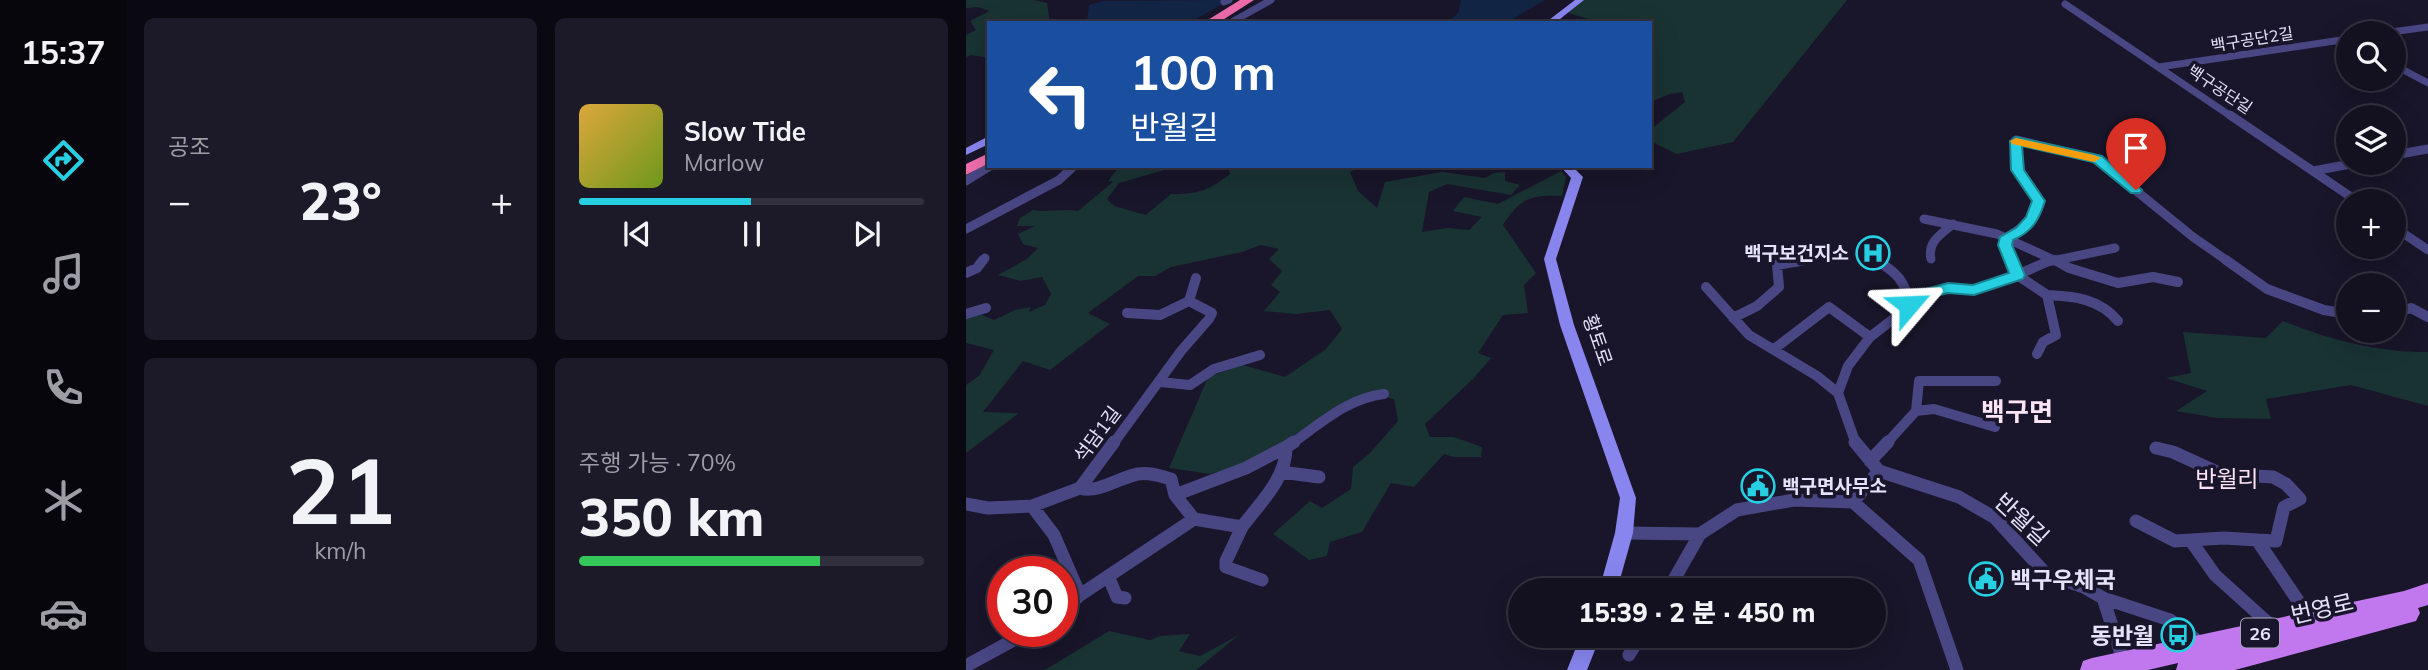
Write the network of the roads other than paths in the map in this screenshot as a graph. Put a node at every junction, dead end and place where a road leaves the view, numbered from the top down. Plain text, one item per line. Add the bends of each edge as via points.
1 (1248, 0) edge
2 (1257, 0) edge
3 (1271, 0) edge
4 (1580, 0) edge
5 (2065, 4) dead end
6 (1212, 21) edge
7 (1221, 21) edge
8 (1234, 21) edge
9 (1552, 21) edge
10 (2428, 27) edge
11 (2406, 30) edge
12 (2336, 42) edge
13 (2159, 67) junction
14 (2406, 71) edge
15 (2428, 83) edge
16 (987, 140) edge
17 (2428, 149) edge
18 (987, 151) edge
19 (966, 152) edge
20 (2406, 153) edge
21 (987, 158) edge
22 (966, 163) edge
23 (2336, 167) edge
24 (987, 168) edge
25 (1072, 168) edge
26 (1567, 168) edge
27 (966, 170) edge
28 (2314, 171) junction
29 (966, 181) edge
30 (2340, 189) edge
31 (1924, 219) dead end
32 (1953, 224) junction
33 (966, 229) edge
34 (2406, 235) edge
35 (2007, 237) junction
36 (2115, 248) dead end
37 (2428, 250) edge
38 (985, 257) dead end
39 (1931, 259) dead end
40 (1807, 260) dead end
41 (1877, 260) dead end
42 (2052, 260) junction
43 (966, 273) edge
44 (2017, 275) junction
45 (1196, 278) dead end
46 (2178, 282) dead end
47 (1706, 287) dead end
48 (2048, 295) junction
49 (1189, 300) junction
50 (1909, 305) junction
51 (986, 308) dead end
52 (2406, 309) edge
53 (2336, 312) edge
54 (1127, 313) dead end
55 (966, 314) edge
56 (2428, 317) edge
57 (1733, 318) junction
58 (2118, 321) dead end
59 (1870, 338) junction
60 (1774, 349) junction
61 (2037, 354) dead end
62 (1260, 355) dead end
63 (1996, 381) dead end
64 (1160, 382) junction
65 (1838, 393) junction
66 (1384, 394) dead end
67 (1916, 411) junction
68 (1995, 427) dead end
69 (1286, 447) junction
70 (2156, 448) dead end
71 (1874, 466) junction
72 (1282, 472) junction
73 (1320, 477) dead end
74 (1080, 488) junction
75 (1175, 495) junction
76 (1853, 502) junction
77 (966, 504) edge
78 (1032, 506) junction
79 (1194, 519) junction
80 (2136, 521) dead end
81 (1242, 527) junction
82 (1624, 533) junction
83 (1700, 534) junction
84 (2257, 540) junction
85 (2191, 541) junction
86 (1108, 576) junction
87 (1611, 578) edge
88 (1675, 578) edge
89 (1262, 580) dead end
90 (2428, 594) edge
91 (1080, 595) joint
92 (1125, 598) dead end
93 (2104, 598) junction
94 (2428, 607) edge
95 (2312, 623) junction
96 (2276, 630) junction
97 (2204, 645) junction
98 (1001, 647) edge
99 (1586, 648) edge
100 (1633, 648) edge
101 (1629, 655) dead end
102 (2124, 663) junction
103 (966, 666) edge
104 (1577, 670) edge
105 (1957, 670) edge
106 (2092, 670) edge
107 (2188, 670) edge

1 - 6 highway
2 - 7 highway
3 - 8 street
4 - 9 main road
5 - 13 street, 백구공단길
10 - 11 street
12 - 13 street, 백구공단2길
13 - 28 street, 백구공단길
14 - 15 street
16 - 19 main road
17 - 20 street
18 - 22 highway
21 - 27 highway
23 - 28 street
24 - 29 street
25 - 33 street via 1059,180
26 - 82 main road, 황토로 via 1577,177 1549,259 1567,325 1628,498
28 - 30 street, 백구공단길
31 - 32 street
32 - 35 street
32 - 39 street via 1933,242
34 - 37 street
35 - 42 street
35 - 44 street via 2005,245
35 - 53 street via 2033,218 2039,201 2018,170 2016,141 2097,159 2193,237 2267,289
36 - 42 street
38 - 43 street
40 - 57 street via 1777,265 1779,287
41 - 50 street via 1901,276
42 - 44 street
42 - 46 street via 2118,283 2153,277
44 - 48 street
44 - 50 street via 1974,290 1948,288 1927,293
45 - 49 street
47 - 57 street
48 - 58 street via 2080,297 2114,314
48 - 61 street via 2056,335 2043,342
49 - 54 street via 1160,315
49 - 64 street, 석담1길 via 1212,313
50 - 59 street
51 - 55 street
52 - 56 street
57 - 60 street via 1749,335
59 - 60 street via 1829,307
59 - 65 street via 1848,366
60 - 65 street
62 - 64 street via 1207,371 1190,385
63 - 67 street via 1919,381
64 - 74 street, 석담1길
65 - 71 street via 1853,440
66 - 69 street via 1372,394
67 - 68 street via 1934,410
67 - 71 street
69 - 72 street
69 - 75 street
70 - 84 street via 2174,450 2192,463 2222,474 2270,477 2294,490 2300,499 2284,507 2276,541
71 - 76 street
71 - 93 street, 반월길 via 1959,497 1995,518 2046,574
72 - 73 street
72 - 81 street
74 - 75 street, 석담1길 via 1099,489 1149,473 1171,479
74 - 78 street
75 - 79 street, 석담1길
76 - 83 street via 1794,500 1737,510
76 - 105 street via 1919,560
77 - 78 street
78 - 91 street via 1058,543
79 - 81 street
79 - 86 street
80 - 85 street via 2175,541
81 - 89 street via 1226,567
82 - 83 street
82 - 87 main road, 황토로
83 - 88 street
84 - 85 street
84 - 95 street
85 - 96 street, 번영로 via 2215,575
86 - 91 street
86 - 92 street via 1117,597
90 - 95 main road, 번영로 / 26
93 - 97 street, 반월길 via 2149,610 2192,632
93 - 102 street
94 - 107 main road, 번영로 / 26
95 - 96 main road, 번영로 / 26
96 - 97 main road, 번영로 / 26
97 - 102 main road, 번영로 / 26
98 - 103 street
99 - 104 main road
100 - 101 street
102 - 106 main road, 번영로 / 26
◆ ◆ ◆
- _Exercise details_
Copy out the preceding entries without a single change, leaving out the pictures.

- _Completed exercise_
Write the network of the roads other than paths in the map in this screenshot as a graph. Put a node at every junction, dead end and place where a road leaves the view, numbered from the top down. Plain text, one item per line. Add the bends of each edge as via points.
1 (1248, 0) edge
2 (1257, 0) edge
3 (1271, 0) edge
4 (1580, 0) edge
5 (2065, 4) dead end
6 (1212, 21) edge
7 (1221, 21) edge
8 (1234, 21) edge
9 (1552, 21) edge
10 (2428, 27) edge
11 (2406, 30) edge
12 (2336, 42) edge
13 (2159, 67) junction
14 (2406, 71) edge
15 (2428, 83) edge
16 (987, 140) edge
17 (2428, 149) edge
18 (987, 151) edge
19 (966, 152) edge
20 (2406, 153) edge
21 (987, 158) edge
22 (966, 163) edge
23 (2336, 167) edge
24 (987, 168) edge
25 (1072, 168) edge
26 (1567, 168) edge
27 (966, 170) edge
28 (2314, 171) junction
29 (966, 181) edge
30 (2340, 189) edge
31 (1924, 219) dead end
32 (1953, 224) junction
33 (966, 229) edge
34 (2406, 235) edge
35 (2007, 237) junction
36 (2115, 248) dead end
37 (2428, 250) edge
38 (985, 257) dead end
39 (1931, 259) dead end
40 (1807, 260) dead end
41 (1877, 260) dead end
42 (2052, 260) junction
43 (966, 273) edge
44 (2017, 275) junction
45 (1196, 278) dead end
46 (2178, 282) dead end
47 (1706, 287) dead end
48 (2048, 295) junction
49 (1189, 300) junction
50 (1909, 305) junction
51 (986, 308) dead end
52 (2406, 309) edge
53 (2336, 312) edge
54 (1127, 313) dead end
55 (966, 314) edge
56 (2428, 317) edge
57 (1733, 318) junction
58 (2118, 321) dead end
59 (1870, 338) junction
60 (1774, 349) junction
61 (2037, 354) dead end
62 (1260, 355) dead end
63 (1996, 381) dead end
64 (1160, 382) junction
65 (1838, 393) junction
66 (1384, 394) dead end
67 (1916, 411) junction
68 (1995, 427) dead end
69 (1286, 447) junction
70 (2156, 448) dead end
71 (1874, 466) junction
72 (1282, 472) junction
73 (1320, 477) dead end
74 (1080, 488) junction
75 (1175, 495) junction
76 (1853, 502) junction
77 (966, 504) edge
78 (1032, 506) junction
79 (1194, 519) junction
80 (2136, 521) dead end
81 (1242, 527) junction
82 (1624, 533) junction
83 (1700, 534) junction
84 (2257, 540) junction
85 (2191, 541) junction
86 (1108, 576) junction
87 (1611, 578) edge
88 (1675, 578) edge
89 (1262, 580) dead end
90 (2428, 594) edge
91 (1080, 595) joint
92 (1125, 598) dead end
93 (2104, 598) junction
94 (2428, 607) edge
95 (2312, 623) junction
96 (2276, 630) junction
97 (2204, 645) junction
98 (1001, 647) edge
99 (1586, 648) edge
100 (1633, 648) edge
101 (1629, 655) dead end
102 (2124, 663) junction
103 (966, 666) edge
104 (1577, 670) edge
105 (1957, 670) edge
106 (2092, 670) edge
107 (2188, 670) edge

1 - 6 highway
2 - 7 highway
3 - 8 street
4 - 9 main road
5 - 13 street, 백구공단길
10 - 11 street
12 - 13 street, 백구공단2길
13 - 28 street, 백구공단길
14 - 15 street
16 - 19 main road
17 - 20 street
18 - 22 highway
21 - 27 highway
23 - 28 street
24 - 29 street
25 - 33 street via 1059,180
26 - 82 main road, 황토로 via 1577,177 1549,259 1567,325 1628,498
28 - 30 street, 백구공단길
31 - 32 street
32 - 35 street
32 - 39 street via 1933,242
34 - 37 street
35 - 42 street
35 - 44 street via 2005,245
35 - 53 street via 2033,218 2039,201 2018,170 2016,141 2097,159 2193,237 2267,289
36 - 42 street
38 - 43 street
40 - 57 street via 1777,265 1779,287
41 - 50 street via 1901,276
42 - 44 street
42 - 46 street via 2118,283 2153,277
44 - 48 street
44 - 50 street via 1974,290 1948,288 1927,293
45 - 49 street
47 - 57 street
48 - 58 street via 2080,297 2114,314
48 - 61 street via 2056,335 2043,342
49 - 54 street via 1160,315
49 - 64 street, 석담1길 via 1212,313
50 - 59 street
51 - 55 street
52 - 56 street
57 - 60 street via 1749,335
59 - 60 street via 1829,307
59 - 65 street via 1848,366
60 - 65 street
62 - 64 street via 1207,371 1190,385
63 - 67 street via 1919,381
64 - 74 street, 석담1길
65 - 71 street via 1853,440
66 - 69 street via 1372,394
67 - 68 street via 1934,410
67 - 71 street
69 - 72 street
69 - 75 street
70 - 84 street via 2174,450 2192,463 2222,474 2270,477 2294,490 2300,499 2284,507 2276,541
71 - 76 street
71 - 93 street, 반월길 via 1959,497 1995,518 2046,574
72 - 73 street
72 - 81 street
74 - 75 street, 석담1길 via 1099,489 1149,473 1171,479
74 - 78 street
75 - 79 street, 석담1길
76 - 83 street via 1794,500 1737,510
76 - 105 street via 1919,560
77 - 78 street
78 - 91 street via 1058,543
79 - 81 street
79 - 86 street
80 - 85 street via 2175,541
81 - 89 street via 1226,567
82 - 83 street
82 - 87 main road, 황토로
83 - 88 street
84 - 85 street
84 - 95 street
85 - 96 street, 번영로 via 2215,575
86 - 91 street
86 - 92 street via 1117,597
90 - 95 main road, 번영로 / 26
93 - 97 street, 반월길 via 2149,610 2192,632
93 - 102 street
94 - 107 main road, 번영로 / 26
95 - 96 main road, 번영로 / 26
96 - 97 main road, 번영로 / 26
97 - 102 main road, 번영로 / 26
98 - 103 street
99 - 104 main road
100 - 101 street
102 - 106 main road, 번영로 / 26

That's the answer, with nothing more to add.